Was Your Ancestor’s Marriage Certificate Filed Late?

Everyone is familiar with the regulations that couples wanting to be married need to register and obtain a marriage certificate. This document permits them to be wed by a justice of the peace, minister or other authorized official.

Pastors Liable to Heavy Fines, Oregonian newspaper article 2 September 1906
Oregonian (Portland, Oregon), 2 September 1906, page 36

Perhaps less well known is the question: Who returns the signed and completed marriage certificate to the town hall or county registrar?

That was the responsibility of the minister or person performing the wedding.
But – sometimes they never filed the paperwork with the government, or filed it very late.

The Oregonian reported on this problem in 1906, reporting that: “In years gone by…many marriage certificates were never returned at all.”

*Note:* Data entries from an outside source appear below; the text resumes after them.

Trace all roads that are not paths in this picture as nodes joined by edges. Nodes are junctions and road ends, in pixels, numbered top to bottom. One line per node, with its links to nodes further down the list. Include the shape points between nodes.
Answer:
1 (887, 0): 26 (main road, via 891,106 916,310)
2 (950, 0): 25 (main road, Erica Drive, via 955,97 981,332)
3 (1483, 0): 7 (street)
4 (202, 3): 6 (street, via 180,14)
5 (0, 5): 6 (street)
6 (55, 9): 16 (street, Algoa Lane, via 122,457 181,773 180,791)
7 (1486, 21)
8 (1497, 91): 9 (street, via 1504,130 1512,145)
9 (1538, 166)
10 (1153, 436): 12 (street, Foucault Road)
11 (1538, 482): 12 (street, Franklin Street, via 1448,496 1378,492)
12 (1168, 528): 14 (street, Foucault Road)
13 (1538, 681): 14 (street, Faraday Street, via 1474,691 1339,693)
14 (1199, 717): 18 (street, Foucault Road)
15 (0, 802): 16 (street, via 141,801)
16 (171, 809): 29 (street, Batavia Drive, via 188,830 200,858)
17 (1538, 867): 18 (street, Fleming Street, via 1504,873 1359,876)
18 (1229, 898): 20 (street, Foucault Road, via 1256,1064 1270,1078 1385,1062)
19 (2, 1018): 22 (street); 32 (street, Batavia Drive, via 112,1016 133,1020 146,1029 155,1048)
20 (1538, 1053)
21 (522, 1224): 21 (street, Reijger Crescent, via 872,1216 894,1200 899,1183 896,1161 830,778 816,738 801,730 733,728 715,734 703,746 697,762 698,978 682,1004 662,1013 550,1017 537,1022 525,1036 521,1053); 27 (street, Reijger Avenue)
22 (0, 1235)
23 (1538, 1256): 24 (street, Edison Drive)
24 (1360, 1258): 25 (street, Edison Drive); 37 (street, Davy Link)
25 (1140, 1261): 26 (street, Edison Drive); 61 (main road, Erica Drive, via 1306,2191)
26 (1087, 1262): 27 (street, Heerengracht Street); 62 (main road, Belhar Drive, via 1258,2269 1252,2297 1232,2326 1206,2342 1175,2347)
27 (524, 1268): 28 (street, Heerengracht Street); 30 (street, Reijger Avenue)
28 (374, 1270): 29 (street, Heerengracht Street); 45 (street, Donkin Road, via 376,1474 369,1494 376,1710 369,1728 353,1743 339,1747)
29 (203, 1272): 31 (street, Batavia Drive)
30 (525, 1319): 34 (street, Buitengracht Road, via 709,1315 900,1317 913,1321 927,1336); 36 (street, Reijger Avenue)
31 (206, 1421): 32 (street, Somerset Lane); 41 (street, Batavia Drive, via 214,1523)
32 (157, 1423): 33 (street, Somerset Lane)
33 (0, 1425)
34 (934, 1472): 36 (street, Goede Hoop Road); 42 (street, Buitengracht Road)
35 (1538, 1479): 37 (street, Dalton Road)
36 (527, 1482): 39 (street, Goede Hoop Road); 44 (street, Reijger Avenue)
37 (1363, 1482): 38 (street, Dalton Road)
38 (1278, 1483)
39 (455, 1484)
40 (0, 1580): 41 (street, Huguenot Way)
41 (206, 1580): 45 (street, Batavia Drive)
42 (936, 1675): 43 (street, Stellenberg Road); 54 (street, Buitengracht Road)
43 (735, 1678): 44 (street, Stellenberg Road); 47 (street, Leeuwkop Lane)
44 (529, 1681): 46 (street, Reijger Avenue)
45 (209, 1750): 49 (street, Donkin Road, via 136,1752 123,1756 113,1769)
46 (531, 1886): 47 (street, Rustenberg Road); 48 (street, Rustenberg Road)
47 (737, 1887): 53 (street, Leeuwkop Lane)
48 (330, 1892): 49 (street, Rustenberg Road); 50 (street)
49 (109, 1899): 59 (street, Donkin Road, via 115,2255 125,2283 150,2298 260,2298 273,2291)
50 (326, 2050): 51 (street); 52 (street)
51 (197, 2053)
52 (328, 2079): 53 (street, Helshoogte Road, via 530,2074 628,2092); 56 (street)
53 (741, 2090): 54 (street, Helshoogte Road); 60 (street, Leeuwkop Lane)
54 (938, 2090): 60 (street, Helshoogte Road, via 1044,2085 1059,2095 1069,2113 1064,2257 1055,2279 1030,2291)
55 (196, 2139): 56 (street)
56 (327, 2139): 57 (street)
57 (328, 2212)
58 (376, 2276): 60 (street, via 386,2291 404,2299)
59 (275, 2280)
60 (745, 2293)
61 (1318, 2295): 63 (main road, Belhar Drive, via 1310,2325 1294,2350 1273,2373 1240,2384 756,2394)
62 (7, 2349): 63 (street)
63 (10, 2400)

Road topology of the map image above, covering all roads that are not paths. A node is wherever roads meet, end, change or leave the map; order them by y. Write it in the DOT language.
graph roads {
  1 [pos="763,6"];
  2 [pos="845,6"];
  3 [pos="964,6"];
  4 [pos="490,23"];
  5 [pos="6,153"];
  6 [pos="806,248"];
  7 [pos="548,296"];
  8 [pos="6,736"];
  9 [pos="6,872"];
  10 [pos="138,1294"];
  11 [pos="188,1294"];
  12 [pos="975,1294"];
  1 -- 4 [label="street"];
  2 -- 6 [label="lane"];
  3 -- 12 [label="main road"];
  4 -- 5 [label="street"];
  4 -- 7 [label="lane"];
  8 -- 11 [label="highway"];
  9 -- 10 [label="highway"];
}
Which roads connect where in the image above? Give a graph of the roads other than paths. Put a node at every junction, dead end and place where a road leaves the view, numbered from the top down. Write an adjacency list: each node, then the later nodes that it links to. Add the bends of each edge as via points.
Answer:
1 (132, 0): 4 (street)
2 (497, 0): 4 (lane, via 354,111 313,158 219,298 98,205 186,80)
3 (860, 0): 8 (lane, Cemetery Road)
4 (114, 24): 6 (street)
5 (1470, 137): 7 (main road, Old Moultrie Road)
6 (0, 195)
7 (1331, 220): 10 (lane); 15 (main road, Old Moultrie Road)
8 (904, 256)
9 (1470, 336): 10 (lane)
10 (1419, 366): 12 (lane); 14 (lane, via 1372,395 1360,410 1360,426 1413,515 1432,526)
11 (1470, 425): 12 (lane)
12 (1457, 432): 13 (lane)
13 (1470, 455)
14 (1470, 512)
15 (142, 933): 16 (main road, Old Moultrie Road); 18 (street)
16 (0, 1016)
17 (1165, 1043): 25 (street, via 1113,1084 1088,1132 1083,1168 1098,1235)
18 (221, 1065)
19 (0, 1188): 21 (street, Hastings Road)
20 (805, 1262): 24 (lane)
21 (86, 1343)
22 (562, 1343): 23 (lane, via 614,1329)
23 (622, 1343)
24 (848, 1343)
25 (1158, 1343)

The old news article went on to cite multiple examples of late filing of the documents.

article about Rev. Ghormley being fined for filing marriage certificates late, Oregonian newspaper article 2 September 1906
Oregonian (Portland, Oregon), 2 September 1906, page 36

For example, the Greenwood-Mitchell marriage certificate wasn’t filed until six years after their marriage. Cases like this can make it difficult for genealogists to locate their ancestors’ marriage certificate.

Genealogy Tip:

When you are searching for a birth, marriage or death certificate, remember: they are often filed in chronological order by the date that they are received in the clerk’s office, not necessarily the date of the event. Be sure to search for several years after you believe the event occurred to make sure you find the certificate. Registrars often received “Delayed Registrations” years after the event occurred.